EXERCISE BRIEF: Whenever "BAUMSCHULENWEG" occurs in a line of the material, list that line.

Start of RECORD EXCERPTS

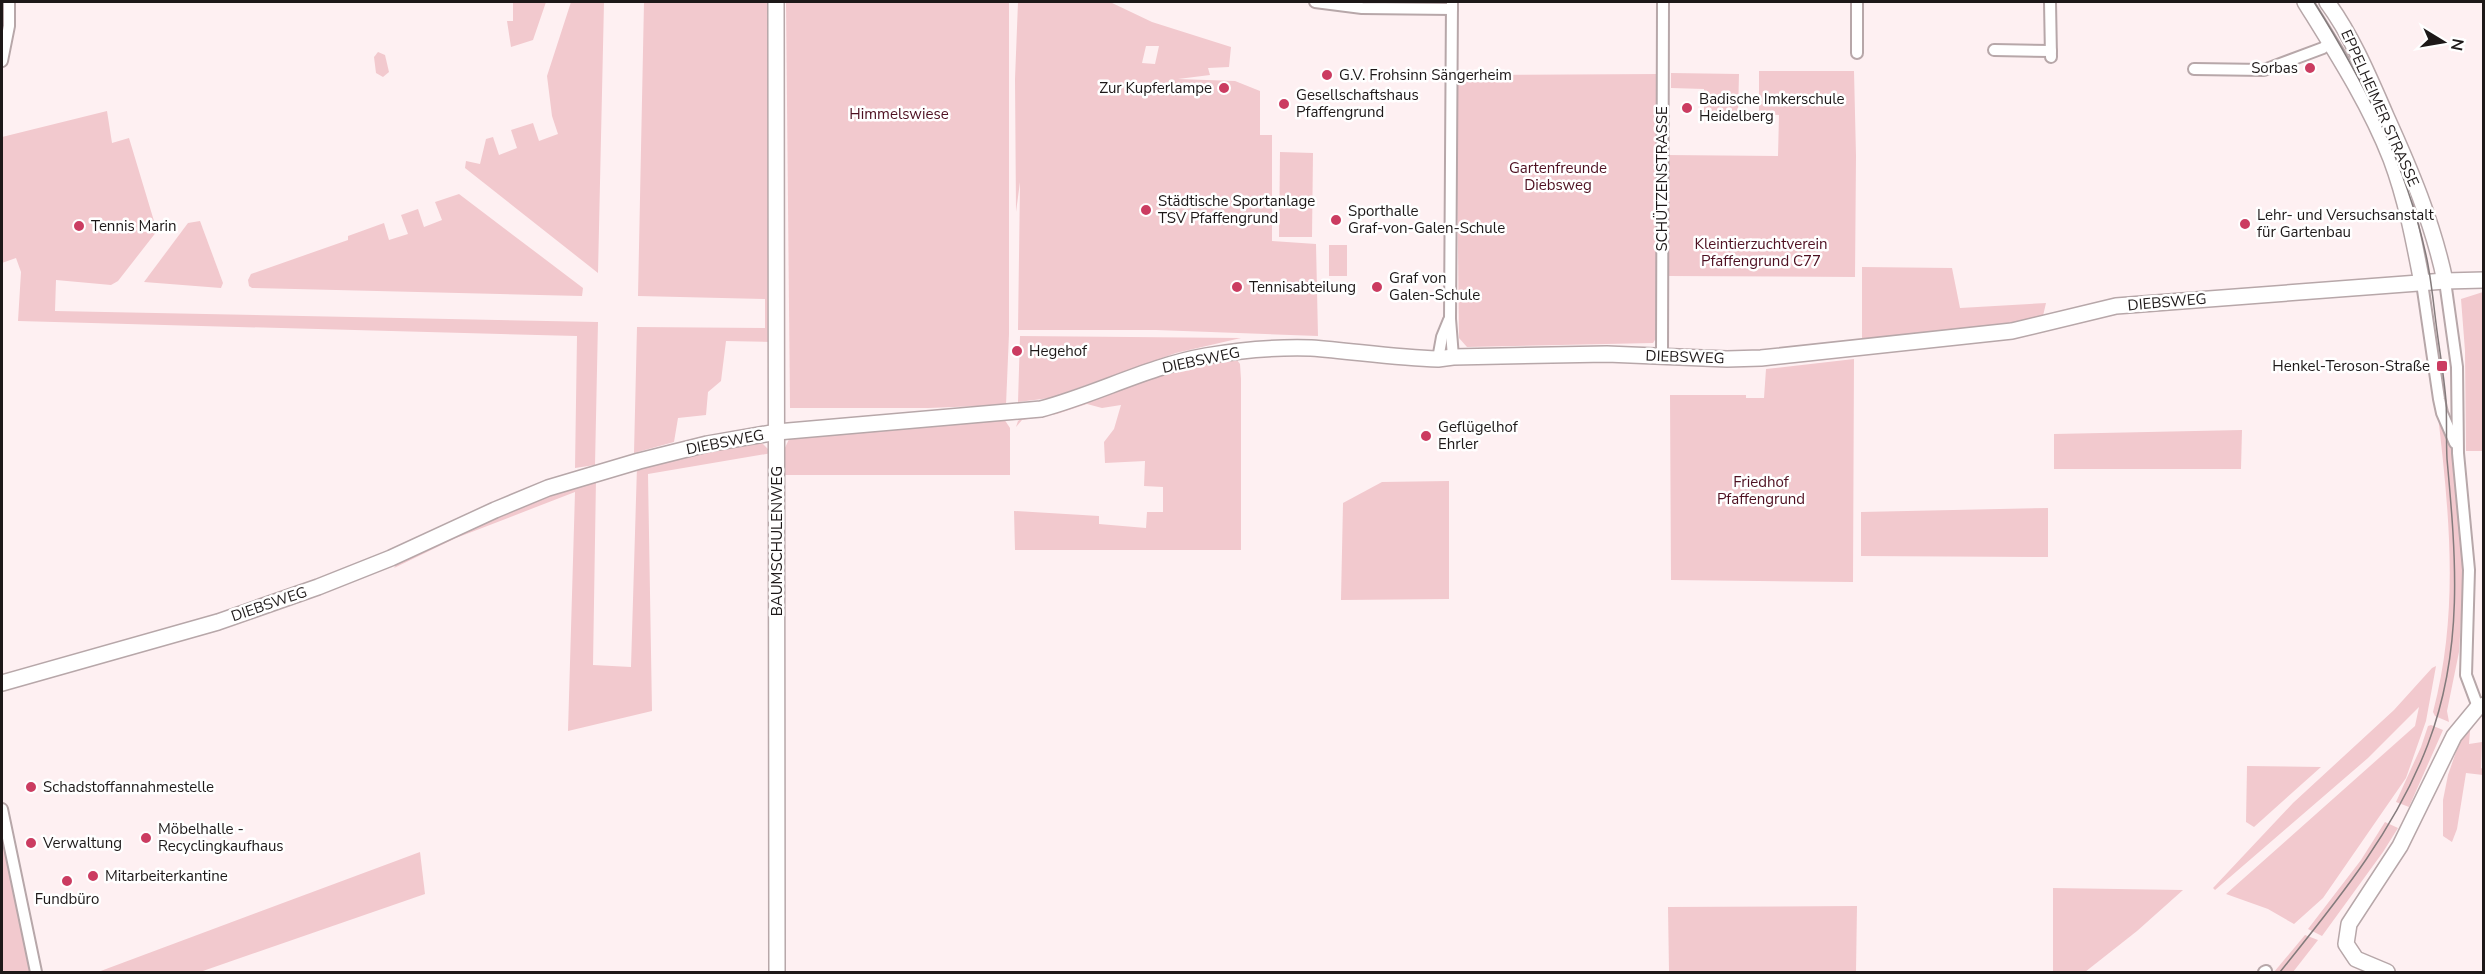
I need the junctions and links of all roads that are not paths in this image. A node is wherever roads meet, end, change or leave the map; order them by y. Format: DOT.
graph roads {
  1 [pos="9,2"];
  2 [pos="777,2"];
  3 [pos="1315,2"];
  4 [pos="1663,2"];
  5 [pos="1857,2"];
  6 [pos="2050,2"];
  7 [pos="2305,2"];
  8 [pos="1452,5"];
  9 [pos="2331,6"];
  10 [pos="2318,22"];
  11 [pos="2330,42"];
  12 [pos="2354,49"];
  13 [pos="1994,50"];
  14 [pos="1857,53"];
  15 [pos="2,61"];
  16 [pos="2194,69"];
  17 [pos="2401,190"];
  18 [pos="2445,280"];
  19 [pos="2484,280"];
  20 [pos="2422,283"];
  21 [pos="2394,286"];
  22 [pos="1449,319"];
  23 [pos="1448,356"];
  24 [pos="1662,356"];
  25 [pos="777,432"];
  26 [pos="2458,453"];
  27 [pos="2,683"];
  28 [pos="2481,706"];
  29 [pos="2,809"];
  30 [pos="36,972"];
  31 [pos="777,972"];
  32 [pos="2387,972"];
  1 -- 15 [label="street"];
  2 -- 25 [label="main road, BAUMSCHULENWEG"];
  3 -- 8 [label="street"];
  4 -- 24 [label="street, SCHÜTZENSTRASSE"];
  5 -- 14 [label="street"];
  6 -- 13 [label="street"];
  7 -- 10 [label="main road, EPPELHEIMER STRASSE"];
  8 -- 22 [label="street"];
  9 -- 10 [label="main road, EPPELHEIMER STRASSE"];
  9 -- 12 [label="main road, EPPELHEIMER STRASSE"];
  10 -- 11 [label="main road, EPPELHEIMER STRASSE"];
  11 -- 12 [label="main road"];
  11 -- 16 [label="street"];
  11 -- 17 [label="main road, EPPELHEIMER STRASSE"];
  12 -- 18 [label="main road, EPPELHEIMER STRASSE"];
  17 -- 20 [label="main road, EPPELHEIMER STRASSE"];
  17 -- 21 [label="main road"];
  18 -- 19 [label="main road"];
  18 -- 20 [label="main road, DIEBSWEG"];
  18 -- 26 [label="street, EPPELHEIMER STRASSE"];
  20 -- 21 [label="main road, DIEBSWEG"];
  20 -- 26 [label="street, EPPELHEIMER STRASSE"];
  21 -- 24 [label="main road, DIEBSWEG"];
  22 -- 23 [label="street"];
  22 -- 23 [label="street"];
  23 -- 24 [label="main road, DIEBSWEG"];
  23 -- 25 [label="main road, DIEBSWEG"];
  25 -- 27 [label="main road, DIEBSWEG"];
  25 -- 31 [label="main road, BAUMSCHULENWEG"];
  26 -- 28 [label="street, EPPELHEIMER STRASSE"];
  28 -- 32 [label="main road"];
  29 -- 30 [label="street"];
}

End of RECORD EXCERPTS
Start of RECORD EXCERPTS

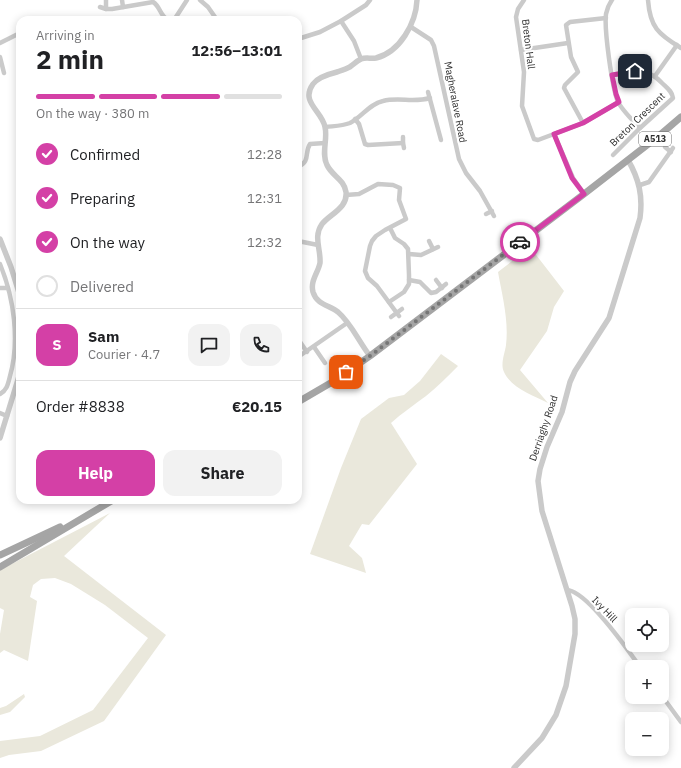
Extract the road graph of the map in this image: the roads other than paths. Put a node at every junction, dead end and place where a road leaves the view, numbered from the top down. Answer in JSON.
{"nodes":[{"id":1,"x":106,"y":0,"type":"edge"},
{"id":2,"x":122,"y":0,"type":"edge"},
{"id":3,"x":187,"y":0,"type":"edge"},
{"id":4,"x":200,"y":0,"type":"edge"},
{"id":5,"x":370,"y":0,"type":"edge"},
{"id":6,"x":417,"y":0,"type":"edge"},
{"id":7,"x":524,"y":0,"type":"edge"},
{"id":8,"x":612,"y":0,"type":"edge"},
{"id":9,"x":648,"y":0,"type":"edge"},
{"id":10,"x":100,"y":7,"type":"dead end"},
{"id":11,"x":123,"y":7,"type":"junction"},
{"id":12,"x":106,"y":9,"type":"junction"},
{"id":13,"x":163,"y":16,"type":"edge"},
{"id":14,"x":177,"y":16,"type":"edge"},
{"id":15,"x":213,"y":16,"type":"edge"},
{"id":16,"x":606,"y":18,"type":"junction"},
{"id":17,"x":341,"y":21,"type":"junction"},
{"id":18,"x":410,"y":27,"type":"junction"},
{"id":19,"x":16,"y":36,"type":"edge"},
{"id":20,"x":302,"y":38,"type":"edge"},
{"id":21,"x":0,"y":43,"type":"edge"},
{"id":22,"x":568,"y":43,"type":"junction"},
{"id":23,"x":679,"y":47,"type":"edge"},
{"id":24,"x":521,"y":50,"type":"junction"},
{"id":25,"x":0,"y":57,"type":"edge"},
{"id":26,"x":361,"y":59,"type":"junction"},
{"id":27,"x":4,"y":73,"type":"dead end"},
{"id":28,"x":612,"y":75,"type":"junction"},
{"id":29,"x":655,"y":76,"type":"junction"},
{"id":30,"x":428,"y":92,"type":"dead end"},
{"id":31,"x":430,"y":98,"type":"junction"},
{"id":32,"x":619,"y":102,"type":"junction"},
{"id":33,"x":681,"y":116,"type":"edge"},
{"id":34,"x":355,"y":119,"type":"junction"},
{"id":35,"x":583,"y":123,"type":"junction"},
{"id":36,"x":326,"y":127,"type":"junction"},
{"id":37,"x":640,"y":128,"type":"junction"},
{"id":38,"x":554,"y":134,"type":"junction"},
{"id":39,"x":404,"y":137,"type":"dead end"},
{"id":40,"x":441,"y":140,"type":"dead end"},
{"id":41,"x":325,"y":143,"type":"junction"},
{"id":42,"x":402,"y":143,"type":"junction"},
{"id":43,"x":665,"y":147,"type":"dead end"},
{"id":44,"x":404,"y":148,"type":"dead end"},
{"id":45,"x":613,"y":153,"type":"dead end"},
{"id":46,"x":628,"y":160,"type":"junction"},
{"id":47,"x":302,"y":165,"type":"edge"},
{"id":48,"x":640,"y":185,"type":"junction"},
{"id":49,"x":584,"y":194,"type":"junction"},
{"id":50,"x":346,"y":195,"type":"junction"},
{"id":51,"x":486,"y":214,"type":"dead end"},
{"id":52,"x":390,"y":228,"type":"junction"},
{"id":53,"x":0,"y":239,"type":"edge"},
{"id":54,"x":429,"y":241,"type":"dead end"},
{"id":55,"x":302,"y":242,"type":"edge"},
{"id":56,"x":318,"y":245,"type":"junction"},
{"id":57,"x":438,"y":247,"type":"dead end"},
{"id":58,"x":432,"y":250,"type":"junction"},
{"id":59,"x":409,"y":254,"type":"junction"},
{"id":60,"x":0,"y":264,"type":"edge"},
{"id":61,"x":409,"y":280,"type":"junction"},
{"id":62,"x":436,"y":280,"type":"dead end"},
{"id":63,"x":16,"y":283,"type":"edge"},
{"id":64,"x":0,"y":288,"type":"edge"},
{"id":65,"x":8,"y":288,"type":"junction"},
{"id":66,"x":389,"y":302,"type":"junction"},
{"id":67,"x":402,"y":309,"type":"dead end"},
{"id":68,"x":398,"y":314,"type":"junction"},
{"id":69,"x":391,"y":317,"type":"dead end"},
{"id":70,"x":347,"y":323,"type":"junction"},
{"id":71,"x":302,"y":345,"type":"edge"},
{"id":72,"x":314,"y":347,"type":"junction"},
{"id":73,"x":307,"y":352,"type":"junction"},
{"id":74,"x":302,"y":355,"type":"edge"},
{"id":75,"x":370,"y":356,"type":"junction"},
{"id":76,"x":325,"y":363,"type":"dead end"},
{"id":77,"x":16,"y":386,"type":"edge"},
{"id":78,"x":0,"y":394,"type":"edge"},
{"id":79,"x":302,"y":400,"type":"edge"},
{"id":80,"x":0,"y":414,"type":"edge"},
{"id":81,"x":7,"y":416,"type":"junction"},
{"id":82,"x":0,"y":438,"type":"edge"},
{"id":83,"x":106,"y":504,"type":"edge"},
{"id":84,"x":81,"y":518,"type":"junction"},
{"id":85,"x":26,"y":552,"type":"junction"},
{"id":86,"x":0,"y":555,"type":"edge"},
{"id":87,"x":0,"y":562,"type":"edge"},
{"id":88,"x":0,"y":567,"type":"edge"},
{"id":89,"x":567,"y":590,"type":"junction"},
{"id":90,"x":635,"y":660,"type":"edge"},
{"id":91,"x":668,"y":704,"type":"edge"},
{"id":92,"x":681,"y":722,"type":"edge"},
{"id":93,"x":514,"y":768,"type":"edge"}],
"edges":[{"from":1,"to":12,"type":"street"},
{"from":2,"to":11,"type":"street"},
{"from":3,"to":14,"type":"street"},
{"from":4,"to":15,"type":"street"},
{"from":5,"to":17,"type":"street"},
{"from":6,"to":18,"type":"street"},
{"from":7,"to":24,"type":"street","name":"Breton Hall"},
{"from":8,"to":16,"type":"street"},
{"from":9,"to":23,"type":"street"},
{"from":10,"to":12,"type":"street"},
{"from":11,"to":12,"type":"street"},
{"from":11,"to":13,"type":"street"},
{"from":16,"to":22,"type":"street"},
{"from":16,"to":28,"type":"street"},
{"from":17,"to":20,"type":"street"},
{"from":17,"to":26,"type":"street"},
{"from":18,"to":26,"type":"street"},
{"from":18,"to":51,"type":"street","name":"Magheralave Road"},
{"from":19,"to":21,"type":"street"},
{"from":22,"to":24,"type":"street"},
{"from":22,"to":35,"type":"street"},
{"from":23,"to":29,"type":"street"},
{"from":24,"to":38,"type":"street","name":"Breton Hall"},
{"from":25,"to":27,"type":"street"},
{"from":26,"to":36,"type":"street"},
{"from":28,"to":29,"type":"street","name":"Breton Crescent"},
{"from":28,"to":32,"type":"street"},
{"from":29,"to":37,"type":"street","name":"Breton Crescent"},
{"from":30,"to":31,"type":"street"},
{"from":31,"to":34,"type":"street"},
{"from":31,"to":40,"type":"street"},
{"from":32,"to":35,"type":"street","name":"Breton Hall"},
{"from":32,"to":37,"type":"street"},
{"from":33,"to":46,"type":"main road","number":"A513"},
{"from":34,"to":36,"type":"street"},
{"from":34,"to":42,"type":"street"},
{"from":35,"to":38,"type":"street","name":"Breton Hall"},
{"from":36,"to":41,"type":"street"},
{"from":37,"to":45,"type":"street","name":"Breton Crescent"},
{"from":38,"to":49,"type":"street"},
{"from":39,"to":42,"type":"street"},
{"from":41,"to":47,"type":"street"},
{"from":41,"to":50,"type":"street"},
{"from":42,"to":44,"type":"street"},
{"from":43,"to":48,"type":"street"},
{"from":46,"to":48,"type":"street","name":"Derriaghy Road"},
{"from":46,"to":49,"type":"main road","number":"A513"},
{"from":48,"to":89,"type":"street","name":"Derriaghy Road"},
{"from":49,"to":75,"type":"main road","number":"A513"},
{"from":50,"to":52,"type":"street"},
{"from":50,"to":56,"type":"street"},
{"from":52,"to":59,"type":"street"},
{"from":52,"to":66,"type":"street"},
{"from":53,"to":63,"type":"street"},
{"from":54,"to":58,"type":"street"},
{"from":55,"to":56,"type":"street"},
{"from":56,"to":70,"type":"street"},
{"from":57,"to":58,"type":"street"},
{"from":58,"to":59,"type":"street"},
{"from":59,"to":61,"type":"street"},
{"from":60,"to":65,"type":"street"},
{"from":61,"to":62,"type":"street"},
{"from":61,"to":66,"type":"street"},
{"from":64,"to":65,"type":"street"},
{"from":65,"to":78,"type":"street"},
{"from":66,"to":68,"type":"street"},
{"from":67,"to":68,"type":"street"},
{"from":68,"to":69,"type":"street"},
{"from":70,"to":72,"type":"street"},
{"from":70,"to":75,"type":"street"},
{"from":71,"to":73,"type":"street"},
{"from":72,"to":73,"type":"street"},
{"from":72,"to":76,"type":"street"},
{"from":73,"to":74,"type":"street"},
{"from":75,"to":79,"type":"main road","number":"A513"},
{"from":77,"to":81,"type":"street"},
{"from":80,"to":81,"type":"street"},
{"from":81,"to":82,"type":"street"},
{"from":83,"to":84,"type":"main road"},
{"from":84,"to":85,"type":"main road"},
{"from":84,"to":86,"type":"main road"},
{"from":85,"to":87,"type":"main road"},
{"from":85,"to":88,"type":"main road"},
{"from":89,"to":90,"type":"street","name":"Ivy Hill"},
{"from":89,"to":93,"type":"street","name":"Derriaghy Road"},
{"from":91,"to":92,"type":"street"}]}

End of RECORD EXCERPTS

COMPLETED TASK:
  2 -- 25 [label="main road, BAUMSCHULENWEG"];
  25 -- 31 [label="main road, BAUMSCHULENWEG"];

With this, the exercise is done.